Judge: Churches don’t have to carry insurance covering elective abortions

    A state mandate for insurance plans in California, including those sold to churches, to cover elective abortion has been canceled by a federal judge.

    The court said that such a mandate is unconstitutional, in a case brought by Foothill Church of Glendora, Calvary Chapel Chino Hills and The Shepherd of the Hills Church in Porter Ranch.

    Alliance Defending Freedom lawyers handled the case for the churches, and spokesman Jeremiah Galus explained, “The government can’t force a church or any other religious employer to violate their faith and conscience by participating in funding abortion.”

    He continued, “For years, California has unconstitutionally targeted faith-based organizations, so we’re pleased the court has found this mandate unconstitutional and will allow the churches we represent to operate freely according to their religious beliefs.”

    The ADF explained that it found emails confirming the California Department of Managed Health Care demanded the coverage for abortion “in response to specific demands from Planned Parenthood. Those demands asked agency officials to implement a ‘fix’ requiring the health plans of religious organizations to include coverage for abortion, regardless of moral or conscientious objections and despite state recognition up to that point that religious groups shouldn’t be subject to such requirements.”
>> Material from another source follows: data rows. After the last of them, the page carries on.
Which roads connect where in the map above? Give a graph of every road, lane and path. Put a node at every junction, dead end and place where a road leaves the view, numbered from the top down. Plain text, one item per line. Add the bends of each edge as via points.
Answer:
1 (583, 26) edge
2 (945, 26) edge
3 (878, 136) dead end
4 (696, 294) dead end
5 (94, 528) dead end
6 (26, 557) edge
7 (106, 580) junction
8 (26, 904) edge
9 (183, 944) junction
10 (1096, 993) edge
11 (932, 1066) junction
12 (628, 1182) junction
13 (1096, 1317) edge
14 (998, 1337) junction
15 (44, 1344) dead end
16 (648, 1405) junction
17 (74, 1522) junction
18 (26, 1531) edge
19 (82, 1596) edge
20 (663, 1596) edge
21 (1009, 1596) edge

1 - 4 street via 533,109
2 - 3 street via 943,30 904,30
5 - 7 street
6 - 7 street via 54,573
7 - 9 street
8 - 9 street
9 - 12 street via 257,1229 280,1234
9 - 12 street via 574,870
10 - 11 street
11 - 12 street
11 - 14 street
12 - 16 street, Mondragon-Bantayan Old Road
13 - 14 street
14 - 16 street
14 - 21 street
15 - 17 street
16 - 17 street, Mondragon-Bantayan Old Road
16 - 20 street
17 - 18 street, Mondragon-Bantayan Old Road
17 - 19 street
    The ruling said, “In sum, the director has not shown ‘[she] lacks other means of achieving [her] desired goal without imposing a substantial burden on the exercise of religion by [plaintiffs].’ The director’s denial of the churches’ request for exceptions to accommodate their religious beliefs, based solely on the fact that those requests did not originate with a plan, was not narrowly tailored to serve a compelling interest.”

    The case had been developing for several years, and months ago Jay Smith, pastor of Cedar Park Church in Washington state, wrote in Real Clear Religion about a related fight in his state.
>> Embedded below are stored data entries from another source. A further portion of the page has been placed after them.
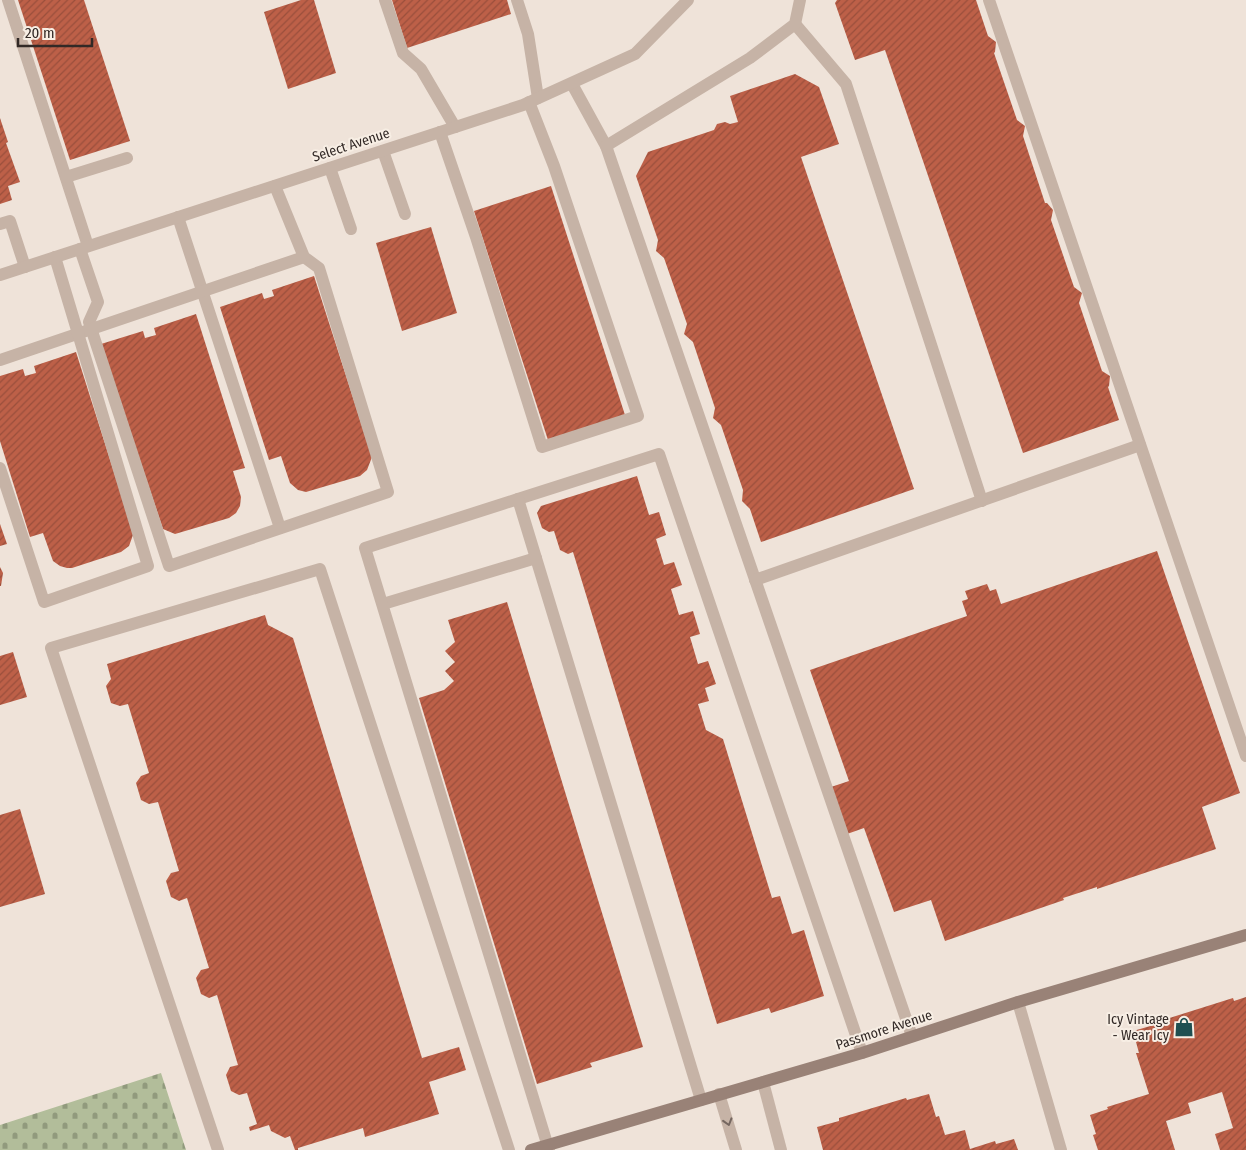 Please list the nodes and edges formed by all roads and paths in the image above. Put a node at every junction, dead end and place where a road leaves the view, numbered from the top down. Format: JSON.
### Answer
{"nodes":[{"id":1,"x":8,"y":0,"type":"edge"},
{"id":2,"x":385,"y":0,"type":"edge"},
{"id":3,"x":517,"y":0,"type":"edge"},
{"id":4,"x":688,"y":0,"type":"edge"},
{"id":5,"x":800,"y":0,"type":"edge"},
{"id":6,"x":989,"y":0,"type":"edge"},
{"id":7,"x":795,"y":24,"type":"junction"},
{"id":8,"x":572,"y":84,"type":"junction"},
{"id":9,"x":534,"y":100,"type":"junction"},
{"id":10,"x":454,"y":127,"type":"junction"},
{"id":11,"x":440,"y":132,"type":"junction"},
{"id":12,"x":606,"y":146,"type":"junction"},
{"id":13,"x":383,"y":151,"type":"junction"},
{"id":14,"x":127,"y":158,"type":"dead end"},
{"id":15,"x":330,"y":168,"type":"junction"},
{"id":16,"x":66,"y":177,"type":"junction"},
{"id":17,"x":275,"y":186,"type":"junction"},
{"id":18,"x":405,"y":214,"type":"dead end"},
{"id":19,"x":178,"y":217,"type":"junction"},
{"id":20,"x":0,"y":224,"type":"edge"},
{"id":21,"x":351,"y":229,"type":"dead end"},
{"id":22,"x":84,"y":248,"type":"junction"},
{"id":23,"x":55,"y":257,"type":"junction"},
{"id":24,"x":304,"y":257,"type":"junction"},
{"id":25,"x":25,"y":267,"type":"junction"},
{"id":26,"x":0,"y":275,"type":"edge"},
{"id":27,"x":202,"y":291,"type":"junction"},
{"id":28,"x":91,"y":329,"type":"junction"},
{"id":29,"x":78,"y":333,"type":"junction"},
{"id":30,"x":0,"y":360,"type":"edge"},
{"id":31,"x":1140,"y":445,"type":"junction"},
{"id":32,"x":0,"y":468,"type":"edge"},
{"id":33,"x":518,"y":499,"type":"junction"},
{"id":34,"x":982,"y":501,"type":"junction"},
{"id":35,"x":280,"y":528,"type":"junction"},
{"id":36,"x":536,"y":558,"type":"junction"},
{"id":37,"x":755,"y":580,"type":"junction"},
{"id":38,"x":383,"y":604,"type":"junction"},
{"id":39,"x":1246,"y":756,"type":"edge"},
{"id":40,"x":1246,"y":935,"type":"edge"},
{"id":41,"x":1018,"y":1002,"type":"junction"},
{"id":42,"x":912,"y":1036,"type":"junction"},
{"id":43,"x":862,"y":1054,"type":"junction"},
{"id":44,"x":763,"y":1082,"type":"junction"},
{"id":45,"x":719,"y":1094,"type":"junction"},
{"id":46,"x":701,"y":1100,"type":"junction"},
{"id":47,"x":548,"y":1148,"type":"edge"},
{"id":48,"x":218,"y":1150,"type":"edge"},
{"id":49,"x":509,"y":1150,"type":"edge"},
{"id":50,"x":530,"y":1150,"type":"edge"},
{"id":51,"x":736,"y":1150,"type":"edge"},
{"id":52,"x":781,"y":1150,"type":"edge"},
{"id":53,"x":1061,"y":1150,"type":"edge"}],
"edges":[{"from":1,"to":16,"type":"street"},
{"from":2,"to":10,"type":"street"},
{"from":3,"to":9,"type":"street"},
{"from":4,"to":8,"type":"street","name":"Select Avenue"},
{"from":5,"to":7,"type":"street"},
{"from":6,"to":31,"type":"street"},
{"from":7,"to":12,"type":"street"},
{"from":7,"to":34,"type":"street"},
{"from":8,"to":9,"type":"street","name":"Select Avenue"},
{"from":8,"to":12,"type":"street"},
{"from":9,"to":10,"type":"street","name":"Select Avenue"},
{"from":9,"to":11,"type":"street"},
{"from":10,"to":11,"type":"street","name":"Select Avenue"},
{"from":11,"to":13,"type":"street","name":"Select Avenue"},
{"from":12,"to":37,"type":"street"},
{"from":13,"to":15,"type":"street","name":"Select Avenue"},
{"from":13,"to":18,"type":"street"},
{"from":14,"to":16,"type":"street"},
{"from":15,"to":17,"type":"street","name":"Select Avenue"},
{"from":15,"to":21,"type":"street"},
{"from":16,"to":22,"type":"street"},
{"from":17,"to":19,"type":"street","name":"Select Avenue"},
{"from":17,"to":24,"type":"street"},
{"from":19,"to":22,"type":"street","name":"Select Avenue"},
{"from":19,"to":27,"type":"street"},
{"from":20,"to":25,"type":"street"},
{"from":22,"to":23,"type":"street","name":"Select Avenue"},
{"from":22,"to":28,"type":"street"},
{"from":23,"to":25,"type":"street","name":"Select Avenue"},
{"from":23,"to":29,"type":"street"},
{"from":24,"to":27,"type":"street"},
{"from":24,"to":35,"type":"street"},
{"from":25,"to":26,"type":"street","name":"Select Avenue"},
{"from":27,"to":28,"type":"street"},
{"from":27,"to":35,"type":"street"},
{"from":28,"to":29,"type":"street"},
{"from":28,"to":35,"type":"street"},
{"from":29,"to":30,"type":"street"},
{"from":29,"to":32,"type":"street"},
{"from":31,"to":34,"type":"street"},
{"from":31,"to":39,"type":"street"},
{"from":33,"to":36,"type":"street"},
{"from":33,"to":38,"type":"street"},
{"from":33,"to":43,"type":"street"},
{"from":34,"to":37,"type":"street"},
{"from":36,"to":38,"type":"street"},
{"from":36,"to":46,"type":"street"},
{"from":37,"to":42,"type":"street"},
{"from":38,"to":47,"type":"street"},
{"from":40,"to":41,"type":"street","name":"Passmore Avenue"},
{"from":41,"to":42,"type":"street","name":"Passmore Avenue"},
{"from":41,"to":53,"type":"street"},
{"from":42,"to":43,"type":"street","name":"Passmore Avenue"},
{"from":43,"to":44,"type":"street","name":"Passmore Avenue"},
{"from":44,"to":45,"type":"street","name":"Passmore Avenue"},
{"from":44,"to":52,"type":"street"},
{"from":45,"to":46,"type":"street","name":"Passmore Avenue"},
{"from":45,"to":51,"type":"street","one_way":true},
{"from":46,"to":47,"type":"street","name":"Passmore Avenue"},
{"from":47,"to":50,"type":"street","name":"Passmore Avenue"},
{"from":48,"to":49,"type":"street"}]}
    “Imagine, 75 years ago, some British officer lining up a group of young Indian children against a wall in Bombay, handing some bullets to Mahatma Gandhi, and ordering him to load soldiers’ rifles so that they could execute the youngsters. Would you expect Gandhi to go along with that? Why would an officer even give such an order – except to humiliate Gandhi and mock what he stood for?”

    He continued, “Perhaps that gives you some idea of how it feels for the people of my congregation, Cedar Park Church, to be ordered by Washington state officials to provide an insurance plan that covers abortions. Directly paying for abortion coverage is as unimaginable to us as putting bullets in a gun we know would be used to end a child’s life. It is antithetical to everything we preach, teach, and believe.”
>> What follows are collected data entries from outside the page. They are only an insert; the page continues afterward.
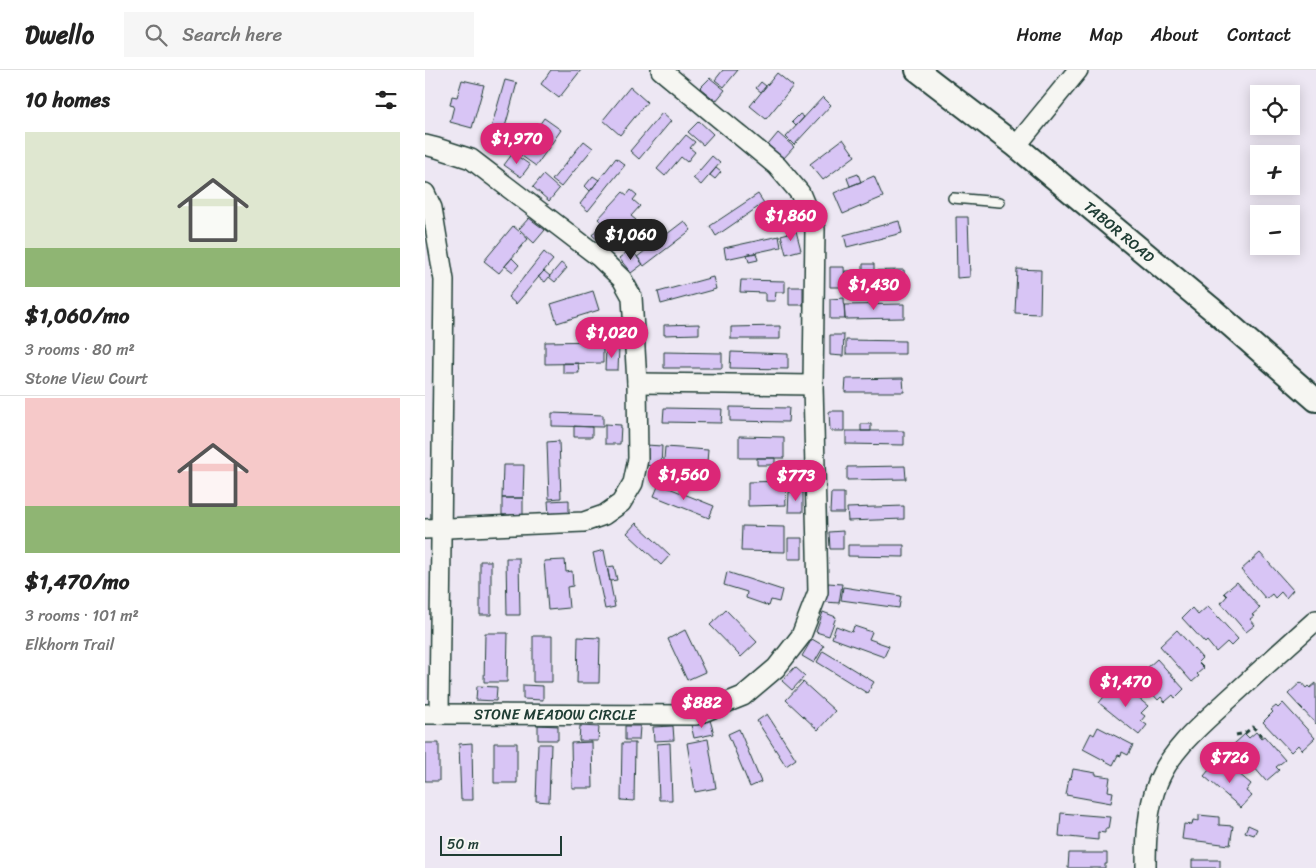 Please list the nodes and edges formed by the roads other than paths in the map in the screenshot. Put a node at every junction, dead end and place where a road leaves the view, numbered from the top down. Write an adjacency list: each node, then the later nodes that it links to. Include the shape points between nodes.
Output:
1 (661, 70): 10 (street, STONE MEADOW CIRCLE, via 777,166 800,193 815,229)
2 (917, 70): 5 (street, TABOR ROAD)
3 (1078, 70): 5 (street)
4 (425, 145): 9 (street, via 471,159 599,257 622,279 632,297)
5 (1016, 146): 11 (street, TABOR ROAD)
6 (425, 193): 12 (street, via 431,208 444,280)
7 (953, 198): 8 (lane)
8 (1000, 202)
9 (637, 384): 10 (street); 12 (street, via 638,459 633,484 621,503 604,515 584,522)
10 (813, 385): 14 (street, STONE MEADOW CIRCLE, via 818,592 801,636 776,668 743,696 696,715)
11 (1316, 400)
12 (433, 529): 14 (street)
13 (1316, 620): 15 (street, via 1195,729 1175,752 1158,783 1149,814)
14 (432, 714)
15 (1146, 868)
    The ruling noted that the state of California believed that insurance regulators could only grant an exception to the demand to cover abortions to health plans, not those groups that were covered by the plan.

    But the judge pointed out state law there actually “permits a ‘religious employer’ to ‘request a health care service plan contract without coverage for FDA-approved contraceptive methods that are contrary to [their] religion tenets.’”

    And it provides a general permission for state officials to “exempt a plan contract” from various other requirements.

    The ruling said, the state “now concedes that the existence of a ‘system of individual exemptions’ … subjects her decision not to expand the plan exemption framework to the churches to strict scrutiny.”

    As a result, the judge ruled state objections to the exemptions were not substantiated with evidence.